The DMA said there was grounds for the appeal since the Postal Regulatory Commission had acknowledged that the Postal Service had failed to properly distinguish between the losses it suffered because of the recession, and losses caused by Internet substitution.

That uncertainty in the figures meant the regulators opted for a temporary surcharge instead of a permanent price increase, but the mailers’ coalition states that the uncertainty means the price increase should not have been granted at all.

The US Congress is talking about the possibility of making the 6% surcharge on business mail a permanent price increase as part of postal reform legislation now being drawn up to help salvage the Postal Service’s finances.

The US Senate’s Homeland Security and Governmental Affairs Committee is expected to meet on Wednesday to begin the process once again of assembling a Postal Reform Act. The Committee’s chairman, Senator Tom Carper, and Ranking Member Sen. Tom Coburn are reported to be proposing to make this month’s above-inflation price increase permanent, and reform the ongoing annual price cap so that USPS can raise rates by 1% above the year’s inflation rate.

The American Catalog Mailers Association sent an email to members last Friday urging them to lobby Senators to oppose the measures. The ACMA said the Senate Committee was also “effectively stripping the powers” of the postal regulator with its postal legislation proposals.

“The section also would effectively remove the Postal Regulatory Commission (PRC) from an active role in reviewing and deciding on rate proposals.
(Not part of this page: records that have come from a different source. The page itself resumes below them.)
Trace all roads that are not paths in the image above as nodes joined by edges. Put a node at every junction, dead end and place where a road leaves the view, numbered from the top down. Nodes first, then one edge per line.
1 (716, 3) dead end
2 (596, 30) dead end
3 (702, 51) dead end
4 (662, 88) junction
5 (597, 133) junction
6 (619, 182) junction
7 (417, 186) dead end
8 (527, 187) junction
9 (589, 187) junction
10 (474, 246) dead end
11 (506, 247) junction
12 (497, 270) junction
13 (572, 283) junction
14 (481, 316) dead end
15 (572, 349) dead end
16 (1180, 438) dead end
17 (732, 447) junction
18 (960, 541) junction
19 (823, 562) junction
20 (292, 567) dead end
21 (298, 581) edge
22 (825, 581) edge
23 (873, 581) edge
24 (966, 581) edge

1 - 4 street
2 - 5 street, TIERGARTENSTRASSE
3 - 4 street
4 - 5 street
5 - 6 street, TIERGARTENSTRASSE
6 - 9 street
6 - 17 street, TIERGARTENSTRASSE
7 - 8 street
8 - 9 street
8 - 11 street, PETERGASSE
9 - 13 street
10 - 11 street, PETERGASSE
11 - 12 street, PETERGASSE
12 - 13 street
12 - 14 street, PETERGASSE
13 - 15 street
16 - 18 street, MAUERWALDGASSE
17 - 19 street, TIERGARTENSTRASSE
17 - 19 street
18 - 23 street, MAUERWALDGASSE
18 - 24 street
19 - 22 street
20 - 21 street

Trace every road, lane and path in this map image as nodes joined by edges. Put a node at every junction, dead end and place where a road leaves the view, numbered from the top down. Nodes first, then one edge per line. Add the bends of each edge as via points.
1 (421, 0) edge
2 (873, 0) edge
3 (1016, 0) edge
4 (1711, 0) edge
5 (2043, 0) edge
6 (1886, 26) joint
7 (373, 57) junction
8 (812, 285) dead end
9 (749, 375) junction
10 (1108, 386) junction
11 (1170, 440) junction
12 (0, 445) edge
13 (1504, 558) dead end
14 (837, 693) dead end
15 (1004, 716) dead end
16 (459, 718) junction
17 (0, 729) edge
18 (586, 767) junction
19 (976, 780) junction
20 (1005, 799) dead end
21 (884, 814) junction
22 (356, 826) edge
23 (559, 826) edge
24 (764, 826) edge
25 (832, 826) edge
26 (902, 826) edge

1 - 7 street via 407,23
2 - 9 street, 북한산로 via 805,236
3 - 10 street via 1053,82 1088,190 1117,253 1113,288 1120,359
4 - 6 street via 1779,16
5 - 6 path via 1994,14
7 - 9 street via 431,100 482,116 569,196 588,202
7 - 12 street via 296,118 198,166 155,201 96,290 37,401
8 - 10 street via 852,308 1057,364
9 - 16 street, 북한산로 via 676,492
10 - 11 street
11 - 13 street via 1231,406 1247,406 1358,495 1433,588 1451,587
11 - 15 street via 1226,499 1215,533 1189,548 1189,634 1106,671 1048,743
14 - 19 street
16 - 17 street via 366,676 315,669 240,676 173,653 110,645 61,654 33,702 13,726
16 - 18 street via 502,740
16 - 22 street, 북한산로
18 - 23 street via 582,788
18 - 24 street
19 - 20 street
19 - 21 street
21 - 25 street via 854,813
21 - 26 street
That will give the USPS, a federal monopoly, full unilateral control over its rate setting process,” said the ACMA.

Motion to intervene

Separately, the Direct Marketing Association said it has also filed a motion to intervene, along with the trade associations for nonprofits, catalogue firms and magazine publishers, attempting to block the Postal Service’s appeal of an earlier decision by the regulators last month to set restrictions on the inflation-based part of this weekend’s postage rate increase.

The Postal Service is currently challenging the Commission’s move to prevent the Postal Service from requiring business mailers to be “Full Service” users of the Intelligent Mail barcode tracking system in order to claim key presorting discounts from the end of this month.